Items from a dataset
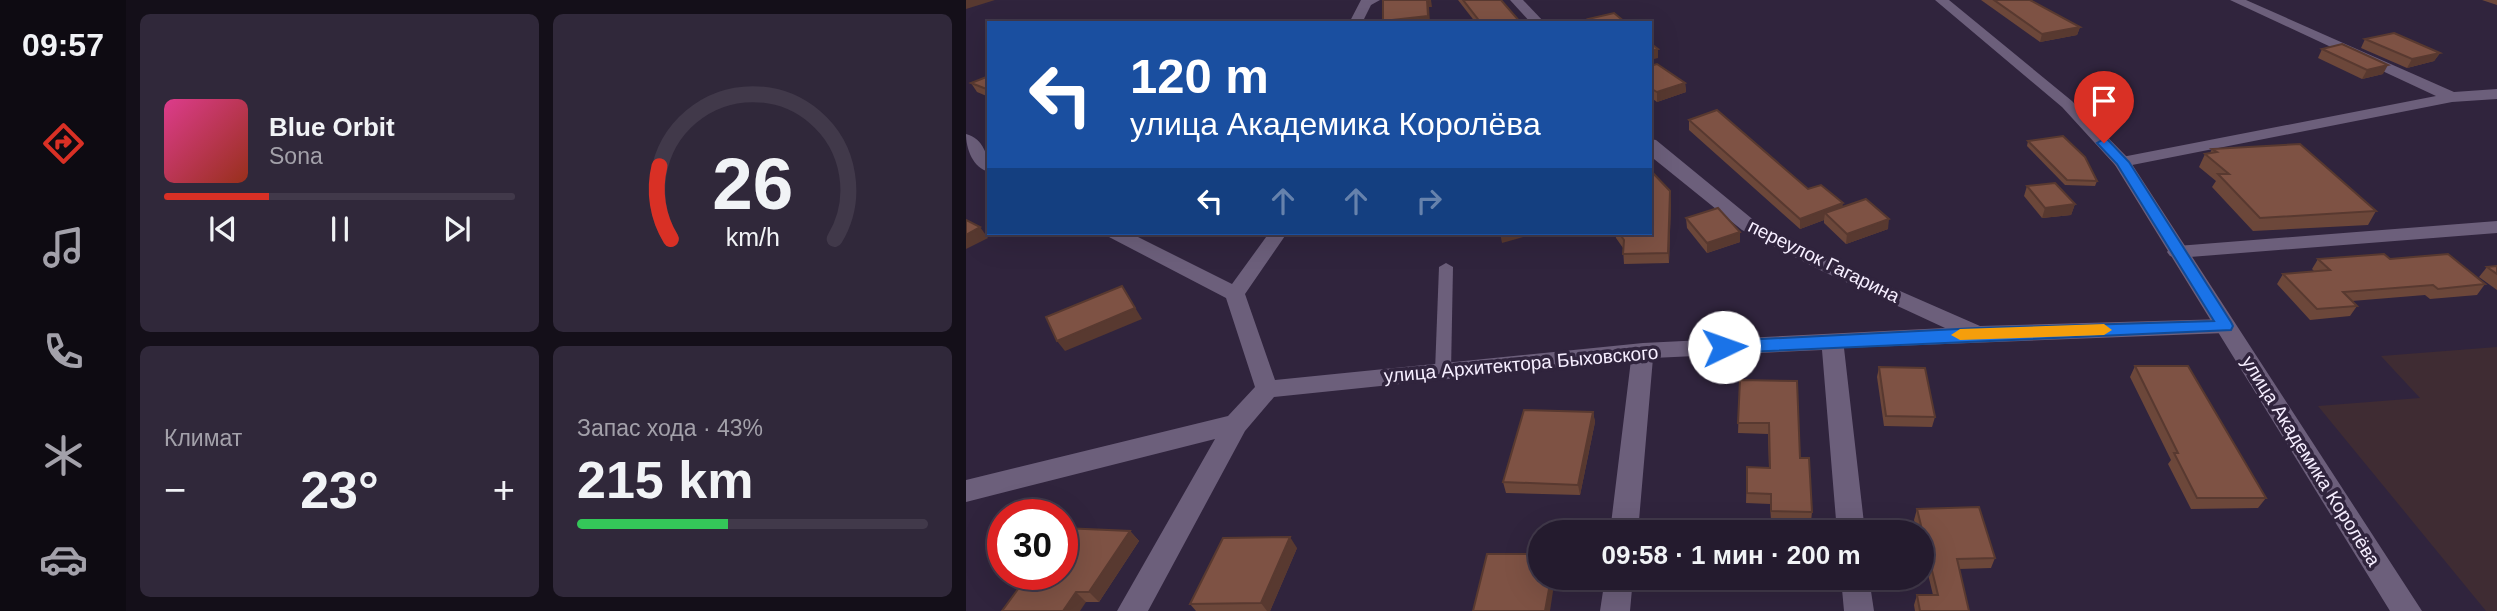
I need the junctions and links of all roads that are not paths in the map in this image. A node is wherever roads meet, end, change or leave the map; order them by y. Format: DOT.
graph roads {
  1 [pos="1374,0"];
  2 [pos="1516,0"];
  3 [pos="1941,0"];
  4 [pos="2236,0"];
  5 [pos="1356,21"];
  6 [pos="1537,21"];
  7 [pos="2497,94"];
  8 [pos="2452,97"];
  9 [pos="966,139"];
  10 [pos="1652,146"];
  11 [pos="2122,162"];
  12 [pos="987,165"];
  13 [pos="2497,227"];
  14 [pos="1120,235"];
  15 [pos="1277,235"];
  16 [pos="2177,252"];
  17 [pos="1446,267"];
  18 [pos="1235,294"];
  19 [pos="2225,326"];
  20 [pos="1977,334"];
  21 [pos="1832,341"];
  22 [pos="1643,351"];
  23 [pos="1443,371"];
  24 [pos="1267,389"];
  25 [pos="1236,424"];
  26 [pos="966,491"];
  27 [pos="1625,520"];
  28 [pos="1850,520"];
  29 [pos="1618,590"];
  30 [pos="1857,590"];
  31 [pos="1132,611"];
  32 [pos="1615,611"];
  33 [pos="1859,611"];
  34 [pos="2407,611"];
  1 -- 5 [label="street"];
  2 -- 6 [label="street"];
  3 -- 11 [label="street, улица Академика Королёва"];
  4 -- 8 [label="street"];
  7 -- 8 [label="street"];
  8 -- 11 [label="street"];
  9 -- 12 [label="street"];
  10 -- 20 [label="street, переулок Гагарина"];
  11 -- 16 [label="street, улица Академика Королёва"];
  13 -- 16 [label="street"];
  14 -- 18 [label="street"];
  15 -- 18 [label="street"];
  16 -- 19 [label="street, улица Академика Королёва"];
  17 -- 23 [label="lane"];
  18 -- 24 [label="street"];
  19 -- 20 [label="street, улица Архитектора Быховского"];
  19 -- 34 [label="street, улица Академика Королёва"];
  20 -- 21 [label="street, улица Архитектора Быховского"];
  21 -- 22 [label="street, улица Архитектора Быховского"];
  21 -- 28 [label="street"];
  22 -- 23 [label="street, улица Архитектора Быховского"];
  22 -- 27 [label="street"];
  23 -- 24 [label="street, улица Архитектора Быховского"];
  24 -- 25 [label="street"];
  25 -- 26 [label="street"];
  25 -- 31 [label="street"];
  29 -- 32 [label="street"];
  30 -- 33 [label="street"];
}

What is being asked: Output the records verbatim, every one of them, and keep the pictures out.

Your solution:
I need the junctions and links of all roads that are not paths in the map in this image. A node is wherever roads meet, end, change or leave the map; order them by y. Format: DOT.
graph roads {
  1 [pos="1374,0"];
  2 [pos="1516,0"];
  3 [pos="1941,0"];
  4 [pos="2236,0"];
  5 [pos="1356,21"];
  6 [pos="1537,21"];
  7 [pos="2497,94"];
  8 [pos="2452,97"];
  9 [pos="966,139"];
  10 [pos="1652,146"];
  11 [pos="2122,162"];
  12 [pos="987,165"];
  13 [pos="2497,227"];
  14 [pos="1120,235"];
  15 [pos="1277,235"];
  16 [pos="2177,252"];
  17 [pos="1446,267"];
  18 [pos="1235,294"];
  19 [pos="2225,326"];
  20 [pos="1977,334"];
  21 [pos="1832,341"];
  22 [pos="1643,351"];
  23 [pos="1443,371"];
  24 [pos="1267,389"];
  25 [pos="1236,424"];
  26 [pos="966,491"];
  27 [pos="1625,520"];
  28 [pos="1850,520"];
  29 [pos="1618,590"];
  30 [pos="1857,590"];
  31 [pos="1132,611"];
  32 [pos="1615,611"];
  33 [pos="1859,611"];
  34 [pos="2407,611"];
  1 -- 5 [label="street"];
  2 -- 6 [label="street"];
  3 -- 11 [label="street, улица Академика Королёва"];
  4 -- 8 [label="street"];
  7 -- 8 [label="street"];
  8 -- 11 [label="street"];
  9 -- 12 [label="street"];
  10 -- 20 [label="street, переулок Гагарина"];
  11 -- 16 [label="street, улица Академика Королёва"];
  13 -- 16 [label="street"];
  14 -- 18 [label="street"];
  15 -- 18 [label="street"];
  16 -- 19 [label="street, улица Академика Королёва"];
  17 -- 23 [label="lane"];
  18 -- 24 [label="street"];
  19 -- 20 [label="street, улица Архитектора Быховского"];
  19 -- 34 [label="street, улица Академика Королёва"];
  20 -- 21 [label="street, улица Архитектора Быховского"];
  21 -- 22 [label="street, улица Архитектора Быховского"];
  21 -- 28 [label="street"];
  22 -- 23 [label="street, улица Архитектора Быховского"];
  22 -- 27 [label="street"];
  23 -- 24 [label="street, улица Архитектора Быховского"];
  24 -- 25 [label="street"];
  25 -- 26 [label="street"];
  25 -- 31 [label="street"];
  29 -- 32 [label="street"];
  30 -- 33 [label="street"];
}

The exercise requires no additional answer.